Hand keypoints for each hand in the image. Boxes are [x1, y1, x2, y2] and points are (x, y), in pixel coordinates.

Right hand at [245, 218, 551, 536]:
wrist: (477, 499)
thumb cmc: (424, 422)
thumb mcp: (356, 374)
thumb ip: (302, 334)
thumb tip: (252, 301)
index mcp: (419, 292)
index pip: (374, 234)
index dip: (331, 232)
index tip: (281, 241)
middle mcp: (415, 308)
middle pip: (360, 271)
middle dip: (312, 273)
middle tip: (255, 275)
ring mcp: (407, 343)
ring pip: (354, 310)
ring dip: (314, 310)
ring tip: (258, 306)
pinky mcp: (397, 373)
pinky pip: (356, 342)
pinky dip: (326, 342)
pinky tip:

:: WORK ITEM ::
Every line of the material above must be duplicated exactly.

:: RESULT BELOW ::
Hand keypoints for each hand in the image. Boxes are [x1, y1, x2, y2] and points are (x, y), in pixel coordinates.

Right hand at [245, 218, 551, 536]:
wrist: (477, 499)
thumb cmc: (424, 422)
thumb mcp: (356, 374)
thumb ip: (302, 334)
thumb tip: (252, 301)
index mcp: (419, 292)
index pip: (374, 234)
index dip: (331, 232)
index tip: (281, 241)
middle mcp: (415, 308)
middle pip: (360, 271)
middle dip: (312, 273)
middle tip: (255, 275)
ring mcp: (407, 343)
ring pip: (354, 310)
ring dip: (314, 310)
ring tip: (258, 306)
pinky mcp: (397, 373)
pinky pip: (356, 342)
pinky dip: (326, 342)
pinky tip:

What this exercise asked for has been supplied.